AIM OF THE TASK:
Search the listing below for the word "Parmele" and copy each line that holds it.

Segment Start: SOURCE INFORMATION

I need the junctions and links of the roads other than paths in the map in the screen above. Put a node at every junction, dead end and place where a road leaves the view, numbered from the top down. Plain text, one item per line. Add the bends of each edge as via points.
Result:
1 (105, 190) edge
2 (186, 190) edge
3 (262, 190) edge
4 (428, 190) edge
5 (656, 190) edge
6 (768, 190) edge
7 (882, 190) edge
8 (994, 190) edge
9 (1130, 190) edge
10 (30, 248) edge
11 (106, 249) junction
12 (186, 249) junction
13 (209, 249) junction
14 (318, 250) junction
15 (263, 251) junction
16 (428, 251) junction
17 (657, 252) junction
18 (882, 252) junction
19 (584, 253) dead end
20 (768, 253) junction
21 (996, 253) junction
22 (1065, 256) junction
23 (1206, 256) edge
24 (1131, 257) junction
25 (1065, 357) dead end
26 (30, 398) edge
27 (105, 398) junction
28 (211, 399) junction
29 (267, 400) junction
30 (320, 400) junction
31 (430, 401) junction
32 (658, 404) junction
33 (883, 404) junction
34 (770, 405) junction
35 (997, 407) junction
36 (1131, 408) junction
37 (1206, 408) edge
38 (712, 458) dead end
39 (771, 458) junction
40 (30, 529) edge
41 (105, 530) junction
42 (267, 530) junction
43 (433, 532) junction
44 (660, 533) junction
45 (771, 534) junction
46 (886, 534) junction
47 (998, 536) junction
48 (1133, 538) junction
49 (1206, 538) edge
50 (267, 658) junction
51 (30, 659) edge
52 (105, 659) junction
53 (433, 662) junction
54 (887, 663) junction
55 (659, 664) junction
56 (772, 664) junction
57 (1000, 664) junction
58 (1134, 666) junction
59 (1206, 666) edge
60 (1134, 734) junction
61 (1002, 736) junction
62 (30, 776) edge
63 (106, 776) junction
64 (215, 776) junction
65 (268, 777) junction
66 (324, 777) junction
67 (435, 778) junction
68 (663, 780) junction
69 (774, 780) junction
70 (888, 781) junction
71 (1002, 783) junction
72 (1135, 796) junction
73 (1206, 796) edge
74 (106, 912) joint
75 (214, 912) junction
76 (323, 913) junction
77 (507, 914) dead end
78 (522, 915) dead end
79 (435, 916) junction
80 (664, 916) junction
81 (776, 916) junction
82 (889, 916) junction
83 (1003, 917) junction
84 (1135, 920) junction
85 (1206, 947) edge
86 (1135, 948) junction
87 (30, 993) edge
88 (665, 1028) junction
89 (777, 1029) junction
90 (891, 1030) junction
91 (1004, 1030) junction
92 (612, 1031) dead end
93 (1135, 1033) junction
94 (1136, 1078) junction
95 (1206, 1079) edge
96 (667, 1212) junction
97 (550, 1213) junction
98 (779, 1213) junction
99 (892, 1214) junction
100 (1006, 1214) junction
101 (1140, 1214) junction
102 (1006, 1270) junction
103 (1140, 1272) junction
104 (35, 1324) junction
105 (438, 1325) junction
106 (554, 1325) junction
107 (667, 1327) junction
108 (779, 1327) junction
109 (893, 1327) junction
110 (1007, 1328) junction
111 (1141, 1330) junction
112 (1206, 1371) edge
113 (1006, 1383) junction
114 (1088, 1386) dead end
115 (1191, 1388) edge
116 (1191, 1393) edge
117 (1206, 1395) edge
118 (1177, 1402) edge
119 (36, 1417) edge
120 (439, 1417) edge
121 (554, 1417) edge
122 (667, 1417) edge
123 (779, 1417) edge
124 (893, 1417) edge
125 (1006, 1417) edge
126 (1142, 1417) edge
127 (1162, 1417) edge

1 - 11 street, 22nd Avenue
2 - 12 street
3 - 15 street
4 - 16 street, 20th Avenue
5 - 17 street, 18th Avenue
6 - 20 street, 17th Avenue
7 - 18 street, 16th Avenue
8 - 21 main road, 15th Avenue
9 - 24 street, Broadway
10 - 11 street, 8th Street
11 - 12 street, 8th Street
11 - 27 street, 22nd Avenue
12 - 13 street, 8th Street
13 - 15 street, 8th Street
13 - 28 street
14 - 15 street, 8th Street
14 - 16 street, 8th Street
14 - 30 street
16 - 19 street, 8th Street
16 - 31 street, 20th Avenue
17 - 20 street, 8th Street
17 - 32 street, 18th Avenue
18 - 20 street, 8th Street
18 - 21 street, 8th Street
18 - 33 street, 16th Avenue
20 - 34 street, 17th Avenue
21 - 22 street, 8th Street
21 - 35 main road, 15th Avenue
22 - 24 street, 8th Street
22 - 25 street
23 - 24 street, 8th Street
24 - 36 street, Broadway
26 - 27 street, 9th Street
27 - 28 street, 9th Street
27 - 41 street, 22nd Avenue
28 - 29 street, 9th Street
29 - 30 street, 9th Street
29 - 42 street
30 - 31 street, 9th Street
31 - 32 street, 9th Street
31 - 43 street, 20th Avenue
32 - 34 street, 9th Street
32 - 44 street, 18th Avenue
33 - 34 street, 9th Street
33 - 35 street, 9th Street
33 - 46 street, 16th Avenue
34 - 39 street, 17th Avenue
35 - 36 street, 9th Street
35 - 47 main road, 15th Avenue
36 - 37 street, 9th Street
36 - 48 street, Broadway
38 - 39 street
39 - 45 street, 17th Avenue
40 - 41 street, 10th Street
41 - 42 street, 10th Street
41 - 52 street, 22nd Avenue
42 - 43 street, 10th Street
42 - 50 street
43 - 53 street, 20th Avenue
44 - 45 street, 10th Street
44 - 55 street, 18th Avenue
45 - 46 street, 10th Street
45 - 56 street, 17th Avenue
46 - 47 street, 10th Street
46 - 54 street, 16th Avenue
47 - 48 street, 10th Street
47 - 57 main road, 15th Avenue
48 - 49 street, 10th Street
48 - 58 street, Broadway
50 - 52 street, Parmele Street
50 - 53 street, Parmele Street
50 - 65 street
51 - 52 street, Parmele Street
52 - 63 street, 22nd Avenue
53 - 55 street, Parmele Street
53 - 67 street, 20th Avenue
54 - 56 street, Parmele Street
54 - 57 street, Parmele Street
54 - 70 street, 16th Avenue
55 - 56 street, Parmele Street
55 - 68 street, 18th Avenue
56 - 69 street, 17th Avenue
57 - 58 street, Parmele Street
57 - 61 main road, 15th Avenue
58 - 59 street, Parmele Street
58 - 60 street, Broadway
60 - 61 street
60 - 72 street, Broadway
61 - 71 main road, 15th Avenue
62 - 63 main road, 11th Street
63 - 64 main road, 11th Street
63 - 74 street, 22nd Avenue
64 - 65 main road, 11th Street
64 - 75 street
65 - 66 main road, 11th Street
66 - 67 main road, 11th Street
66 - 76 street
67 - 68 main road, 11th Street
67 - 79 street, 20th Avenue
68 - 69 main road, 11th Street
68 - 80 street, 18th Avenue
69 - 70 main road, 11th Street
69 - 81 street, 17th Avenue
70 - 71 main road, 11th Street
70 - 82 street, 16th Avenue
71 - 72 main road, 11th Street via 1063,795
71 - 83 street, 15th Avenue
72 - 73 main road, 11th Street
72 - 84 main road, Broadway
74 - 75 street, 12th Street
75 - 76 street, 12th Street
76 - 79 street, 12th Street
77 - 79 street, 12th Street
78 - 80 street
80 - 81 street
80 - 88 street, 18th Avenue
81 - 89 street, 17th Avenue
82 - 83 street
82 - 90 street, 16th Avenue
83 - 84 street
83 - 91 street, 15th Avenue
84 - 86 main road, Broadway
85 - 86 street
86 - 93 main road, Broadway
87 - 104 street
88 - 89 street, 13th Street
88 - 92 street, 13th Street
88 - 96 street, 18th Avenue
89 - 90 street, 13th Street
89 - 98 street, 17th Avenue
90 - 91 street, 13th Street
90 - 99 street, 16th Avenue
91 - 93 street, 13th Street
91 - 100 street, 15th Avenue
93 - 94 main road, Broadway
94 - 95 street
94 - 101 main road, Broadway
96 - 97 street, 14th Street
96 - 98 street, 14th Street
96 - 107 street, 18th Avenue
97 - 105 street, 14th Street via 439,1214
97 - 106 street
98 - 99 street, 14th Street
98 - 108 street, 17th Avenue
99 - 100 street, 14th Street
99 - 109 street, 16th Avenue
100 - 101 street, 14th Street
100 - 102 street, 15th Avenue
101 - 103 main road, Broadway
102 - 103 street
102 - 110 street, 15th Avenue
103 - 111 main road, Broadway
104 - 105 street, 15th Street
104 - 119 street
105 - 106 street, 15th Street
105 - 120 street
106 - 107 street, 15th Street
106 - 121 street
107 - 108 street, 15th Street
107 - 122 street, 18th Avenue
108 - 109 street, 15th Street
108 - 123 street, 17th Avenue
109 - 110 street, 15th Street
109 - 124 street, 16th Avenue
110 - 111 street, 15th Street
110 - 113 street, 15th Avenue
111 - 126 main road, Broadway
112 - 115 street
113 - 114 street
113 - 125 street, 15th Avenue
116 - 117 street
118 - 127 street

Segment End: SOURCE INFORMATION

EXERCISE RESPONSE:
50 - 52 street, Parmele Street
50 - 53 street, Parmele Street
51 - 52 street, Parmele Street
53 - 55 street, Parmele Street
54 - 56 street, Parmele Street
54 - 57 street, Parmele Street
55 - 56 street, Parmele Street
57 - 58 street, Parmele Street
58 - 59 street, Parmele Street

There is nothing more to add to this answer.